**DATA**:

═══

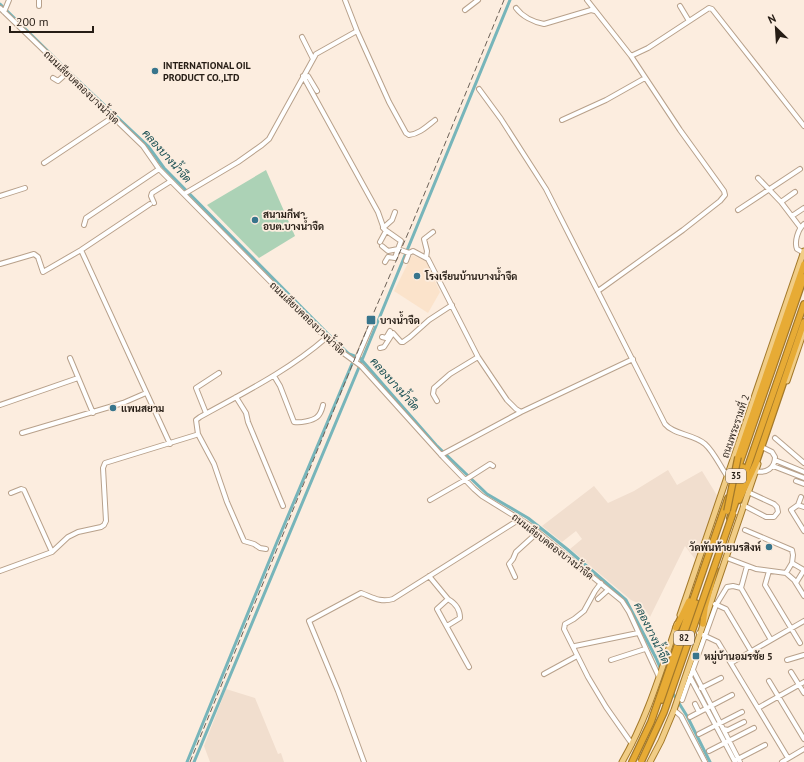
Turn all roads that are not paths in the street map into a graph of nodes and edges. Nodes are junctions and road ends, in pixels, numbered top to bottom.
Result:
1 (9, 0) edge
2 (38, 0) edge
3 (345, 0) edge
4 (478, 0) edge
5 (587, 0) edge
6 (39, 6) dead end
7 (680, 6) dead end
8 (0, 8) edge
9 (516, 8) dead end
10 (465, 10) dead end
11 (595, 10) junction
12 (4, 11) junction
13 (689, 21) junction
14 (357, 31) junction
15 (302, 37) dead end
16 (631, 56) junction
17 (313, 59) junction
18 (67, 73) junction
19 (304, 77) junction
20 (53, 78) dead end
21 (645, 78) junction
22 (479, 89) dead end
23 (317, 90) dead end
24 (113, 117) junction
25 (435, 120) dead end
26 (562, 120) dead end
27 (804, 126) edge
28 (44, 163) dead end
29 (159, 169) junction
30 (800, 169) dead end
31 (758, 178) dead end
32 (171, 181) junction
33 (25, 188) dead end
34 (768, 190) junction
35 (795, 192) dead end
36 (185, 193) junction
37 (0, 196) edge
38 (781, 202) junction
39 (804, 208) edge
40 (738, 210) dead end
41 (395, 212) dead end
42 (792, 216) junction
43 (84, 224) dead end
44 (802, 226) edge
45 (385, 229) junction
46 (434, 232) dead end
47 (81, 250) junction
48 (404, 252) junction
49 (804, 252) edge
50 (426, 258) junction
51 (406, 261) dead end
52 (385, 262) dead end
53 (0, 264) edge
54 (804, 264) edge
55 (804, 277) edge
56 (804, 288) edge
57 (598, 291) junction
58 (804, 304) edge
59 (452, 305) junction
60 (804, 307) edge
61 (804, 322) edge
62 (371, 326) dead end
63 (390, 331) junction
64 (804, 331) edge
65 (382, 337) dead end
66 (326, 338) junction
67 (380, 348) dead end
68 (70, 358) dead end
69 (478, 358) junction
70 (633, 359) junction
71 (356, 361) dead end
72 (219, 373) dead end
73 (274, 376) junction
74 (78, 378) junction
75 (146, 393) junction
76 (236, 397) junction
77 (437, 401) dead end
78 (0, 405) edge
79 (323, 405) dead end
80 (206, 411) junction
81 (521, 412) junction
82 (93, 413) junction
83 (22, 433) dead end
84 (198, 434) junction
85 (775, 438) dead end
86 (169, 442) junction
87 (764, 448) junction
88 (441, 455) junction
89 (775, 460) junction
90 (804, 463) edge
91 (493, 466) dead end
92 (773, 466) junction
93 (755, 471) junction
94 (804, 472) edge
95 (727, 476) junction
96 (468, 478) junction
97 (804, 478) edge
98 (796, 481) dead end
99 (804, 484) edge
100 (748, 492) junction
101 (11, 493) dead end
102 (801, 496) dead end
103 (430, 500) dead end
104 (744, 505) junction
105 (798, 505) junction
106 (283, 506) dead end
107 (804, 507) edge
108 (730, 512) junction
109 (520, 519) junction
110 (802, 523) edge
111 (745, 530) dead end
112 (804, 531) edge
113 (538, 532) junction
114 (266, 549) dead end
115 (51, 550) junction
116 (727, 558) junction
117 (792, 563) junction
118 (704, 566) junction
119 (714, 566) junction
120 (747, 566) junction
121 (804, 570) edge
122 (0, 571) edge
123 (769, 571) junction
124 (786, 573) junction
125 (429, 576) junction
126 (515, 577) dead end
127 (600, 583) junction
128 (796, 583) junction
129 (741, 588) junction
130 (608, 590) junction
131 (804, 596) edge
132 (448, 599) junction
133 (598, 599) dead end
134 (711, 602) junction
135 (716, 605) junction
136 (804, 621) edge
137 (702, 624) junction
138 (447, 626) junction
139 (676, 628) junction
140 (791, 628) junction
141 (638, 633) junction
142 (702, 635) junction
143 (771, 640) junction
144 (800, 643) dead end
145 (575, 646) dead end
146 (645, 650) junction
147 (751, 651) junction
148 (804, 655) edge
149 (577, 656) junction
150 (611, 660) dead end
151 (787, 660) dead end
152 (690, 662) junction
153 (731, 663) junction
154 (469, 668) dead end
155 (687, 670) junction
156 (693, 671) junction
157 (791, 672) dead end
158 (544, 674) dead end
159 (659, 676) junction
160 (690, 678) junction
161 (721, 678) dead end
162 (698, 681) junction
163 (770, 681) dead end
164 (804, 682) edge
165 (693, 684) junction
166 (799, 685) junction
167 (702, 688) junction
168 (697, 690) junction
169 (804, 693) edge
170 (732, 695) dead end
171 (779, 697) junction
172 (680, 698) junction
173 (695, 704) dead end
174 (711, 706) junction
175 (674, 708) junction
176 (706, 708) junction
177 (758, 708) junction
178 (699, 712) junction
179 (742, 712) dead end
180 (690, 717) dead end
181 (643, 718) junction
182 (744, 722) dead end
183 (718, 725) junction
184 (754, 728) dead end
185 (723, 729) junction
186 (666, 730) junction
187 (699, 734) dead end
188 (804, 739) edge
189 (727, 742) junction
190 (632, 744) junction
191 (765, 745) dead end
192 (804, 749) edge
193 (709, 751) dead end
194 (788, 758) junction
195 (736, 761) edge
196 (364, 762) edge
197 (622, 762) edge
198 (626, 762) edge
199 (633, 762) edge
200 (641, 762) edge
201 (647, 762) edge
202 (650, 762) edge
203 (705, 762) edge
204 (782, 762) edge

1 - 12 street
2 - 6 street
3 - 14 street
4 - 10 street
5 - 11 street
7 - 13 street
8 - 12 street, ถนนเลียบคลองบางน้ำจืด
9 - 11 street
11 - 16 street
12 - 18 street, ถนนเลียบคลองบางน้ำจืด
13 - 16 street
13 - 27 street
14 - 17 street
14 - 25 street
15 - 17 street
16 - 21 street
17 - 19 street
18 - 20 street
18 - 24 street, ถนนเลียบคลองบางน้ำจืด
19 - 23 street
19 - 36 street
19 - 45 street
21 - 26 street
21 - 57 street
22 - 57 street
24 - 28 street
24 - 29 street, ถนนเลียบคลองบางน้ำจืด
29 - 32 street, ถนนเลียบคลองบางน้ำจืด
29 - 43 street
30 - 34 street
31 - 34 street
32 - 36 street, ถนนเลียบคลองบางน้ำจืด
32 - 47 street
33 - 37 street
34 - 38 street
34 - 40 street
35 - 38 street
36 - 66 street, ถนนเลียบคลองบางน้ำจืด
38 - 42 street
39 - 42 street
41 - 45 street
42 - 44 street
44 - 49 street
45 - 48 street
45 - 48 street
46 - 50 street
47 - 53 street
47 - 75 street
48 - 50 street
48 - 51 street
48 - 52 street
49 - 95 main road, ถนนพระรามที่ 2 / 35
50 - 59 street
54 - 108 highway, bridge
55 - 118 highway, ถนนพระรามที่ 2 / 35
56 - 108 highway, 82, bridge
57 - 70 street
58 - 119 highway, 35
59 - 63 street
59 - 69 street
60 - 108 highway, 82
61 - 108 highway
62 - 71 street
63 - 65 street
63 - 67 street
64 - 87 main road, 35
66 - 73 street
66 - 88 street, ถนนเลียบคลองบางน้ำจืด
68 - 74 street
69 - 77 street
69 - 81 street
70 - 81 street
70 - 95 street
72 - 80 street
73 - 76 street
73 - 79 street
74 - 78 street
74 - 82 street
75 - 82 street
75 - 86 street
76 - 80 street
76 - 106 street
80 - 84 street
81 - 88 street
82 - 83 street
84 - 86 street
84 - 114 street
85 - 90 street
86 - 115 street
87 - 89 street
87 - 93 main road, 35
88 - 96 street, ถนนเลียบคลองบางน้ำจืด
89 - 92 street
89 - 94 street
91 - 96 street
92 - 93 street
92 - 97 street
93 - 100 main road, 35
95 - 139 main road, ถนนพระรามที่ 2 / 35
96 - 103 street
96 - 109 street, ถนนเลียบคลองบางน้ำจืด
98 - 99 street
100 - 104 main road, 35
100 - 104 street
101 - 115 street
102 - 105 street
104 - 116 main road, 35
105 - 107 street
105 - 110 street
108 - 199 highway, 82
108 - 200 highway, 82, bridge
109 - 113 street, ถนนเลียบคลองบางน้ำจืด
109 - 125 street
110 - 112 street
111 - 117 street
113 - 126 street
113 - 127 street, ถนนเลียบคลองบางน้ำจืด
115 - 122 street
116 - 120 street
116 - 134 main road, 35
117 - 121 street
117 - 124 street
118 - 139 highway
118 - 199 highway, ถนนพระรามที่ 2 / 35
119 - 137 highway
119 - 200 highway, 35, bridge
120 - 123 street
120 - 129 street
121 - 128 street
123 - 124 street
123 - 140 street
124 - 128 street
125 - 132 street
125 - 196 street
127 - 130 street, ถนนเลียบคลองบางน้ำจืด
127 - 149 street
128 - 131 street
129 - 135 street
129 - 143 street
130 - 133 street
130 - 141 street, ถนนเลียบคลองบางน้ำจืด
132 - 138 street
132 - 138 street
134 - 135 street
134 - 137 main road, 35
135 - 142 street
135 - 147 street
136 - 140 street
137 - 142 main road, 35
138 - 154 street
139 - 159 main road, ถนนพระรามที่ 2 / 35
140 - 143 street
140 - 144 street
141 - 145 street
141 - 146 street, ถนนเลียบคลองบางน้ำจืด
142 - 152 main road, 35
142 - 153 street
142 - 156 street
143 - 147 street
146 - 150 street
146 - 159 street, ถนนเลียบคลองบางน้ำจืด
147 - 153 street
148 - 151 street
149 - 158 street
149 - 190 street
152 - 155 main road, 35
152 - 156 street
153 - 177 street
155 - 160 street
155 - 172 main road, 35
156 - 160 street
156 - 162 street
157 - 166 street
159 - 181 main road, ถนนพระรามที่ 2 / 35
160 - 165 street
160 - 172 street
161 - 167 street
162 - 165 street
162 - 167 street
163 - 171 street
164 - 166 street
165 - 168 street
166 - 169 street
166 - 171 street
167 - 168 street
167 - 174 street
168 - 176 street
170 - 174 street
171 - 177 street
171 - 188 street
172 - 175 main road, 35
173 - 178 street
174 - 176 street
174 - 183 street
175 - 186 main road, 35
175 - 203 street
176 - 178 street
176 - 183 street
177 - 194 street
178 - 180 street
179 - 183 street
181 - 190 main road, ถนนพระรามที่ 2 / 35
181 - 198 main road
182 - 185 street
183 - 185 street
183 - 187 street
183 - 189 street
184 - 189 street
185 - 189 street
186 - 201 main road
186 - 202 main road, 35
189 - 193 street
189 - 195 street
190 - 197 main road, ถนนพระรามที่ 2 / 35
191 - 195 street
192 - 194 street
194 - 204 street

═══

**ASSIGNED TASK**: State the number of lines in the records that include the string "highway", without any other words.

**ANSWER FOR THE TASK**: 12